Namun, seruan seindah apa pun tidak akan mudah diwujudkan. Terdapat sejumlah tantangan besar yang menghadang. Pertama, budaya akademik kita masih sering terkotak-kotak. Banyak akademisi sibuk dengan dunia mereka sendiri, mengejar publikasi internasional, sementara masalah bangsa tidak tersentuh. Hubungan antara kampus dan dunia kebijakan masih lemah.

Kedua, ketergantungan pada teknologi asing masih sangat kuat. Hampir semua mesin industri, perangkat digital, hingga teknologi pertahanan, masih kita beli dari luar negeri. Membebaskan diri dari ketergantungan ini butuh waktu panjang dan investasi besar.

Ketiga, resistensi dari oligarki ekonomi tidak bisa dianggap enteng. Setiap kali ada reformasi tata kelola SDA, pasti ada pihak yang merasa dirugikan. Mereka punya jaringan politik dan modal besar untuk melawan perubahan.

Keempat, anggaran riset Indonesia masih rendah. Dibandingkan negara-negara maju, dana riset kita jauh tertinggal. Tanpa keberanian meningkatkan anggaran, sulit membangun kemandirian ilmu.

Kelima, kesenjangan kapasitas antar kampus juga menjadi persoalan.
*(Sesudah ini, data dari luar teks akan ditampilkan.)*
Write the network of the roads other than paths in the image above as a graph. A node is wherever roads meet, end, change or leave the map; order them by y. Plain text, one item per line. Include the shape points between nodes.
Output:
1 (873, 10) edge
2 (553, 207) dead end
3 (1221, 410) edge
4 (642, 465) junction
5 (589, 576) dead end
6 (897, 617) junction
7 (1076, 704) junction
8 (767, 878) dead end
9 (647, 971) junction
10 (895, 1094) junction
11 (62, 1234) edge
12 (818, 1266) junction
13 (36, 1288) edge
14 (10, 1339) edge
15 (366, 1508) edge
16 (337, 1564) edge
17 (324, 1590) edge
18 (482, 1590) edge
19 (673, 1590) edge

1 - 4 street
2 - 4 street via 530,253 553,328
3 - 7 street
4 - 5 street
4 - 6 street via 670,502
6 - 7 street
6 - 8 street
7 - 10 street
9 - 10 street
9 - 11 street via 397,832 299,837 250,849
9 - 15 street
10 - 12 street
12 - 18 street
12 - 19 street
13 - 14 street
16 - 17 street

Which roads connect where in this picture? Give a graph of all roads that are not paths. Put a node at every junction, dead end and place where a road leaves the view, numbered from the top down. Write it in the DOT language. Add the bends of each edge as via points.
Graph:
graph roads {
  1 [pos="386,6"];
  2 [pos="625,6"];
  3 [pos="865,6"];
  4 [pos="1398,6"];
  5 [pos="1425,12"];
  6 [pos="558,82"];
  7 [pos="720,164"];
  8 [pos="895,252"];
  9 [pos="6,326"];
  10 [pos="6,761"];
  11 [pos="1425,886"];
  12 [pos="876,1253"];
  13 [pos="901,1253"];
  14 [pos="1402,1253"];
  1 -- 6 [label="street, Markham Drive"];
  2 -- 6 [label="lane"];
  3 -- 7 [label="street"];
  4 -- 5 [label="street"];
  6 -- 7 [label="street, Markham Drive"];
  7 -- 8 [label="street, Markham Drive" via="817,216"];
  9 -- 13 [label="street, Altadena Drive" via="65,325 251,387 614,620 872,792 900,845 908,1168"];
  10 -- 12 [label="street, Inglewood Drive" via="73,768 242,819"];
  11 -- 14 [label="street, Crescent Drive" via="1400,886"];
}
Sebagian besar riset kuat hanya terkonsentrasi di universitas besar di Jawa, sementara kampus di daerah masih tertinggal. Dan keenam, masalah integritas. Ilmu bisa saja dipelintir, data bisa dimanipulasi, bila integritas peneliti dan birokrasi lemah. Korupsi adalah musuh utama yang bisa menggagalkan agenda sebesar apa pun.

Pidato Prabowo tentang pentingnya peran profesor dan pakar untuk menyelamatkan kekayaan bangsa seharusnya tidak berhenti sebagai retorika. Ia harus menjadi gerakan nasional. Gerakan yang melibatkan kampus, industri, pemerintah, dan masyarakat. Gerakan yang menjadikan ilmu sebagai senjata utama, bukan sekadar hiasan di ruang seminar.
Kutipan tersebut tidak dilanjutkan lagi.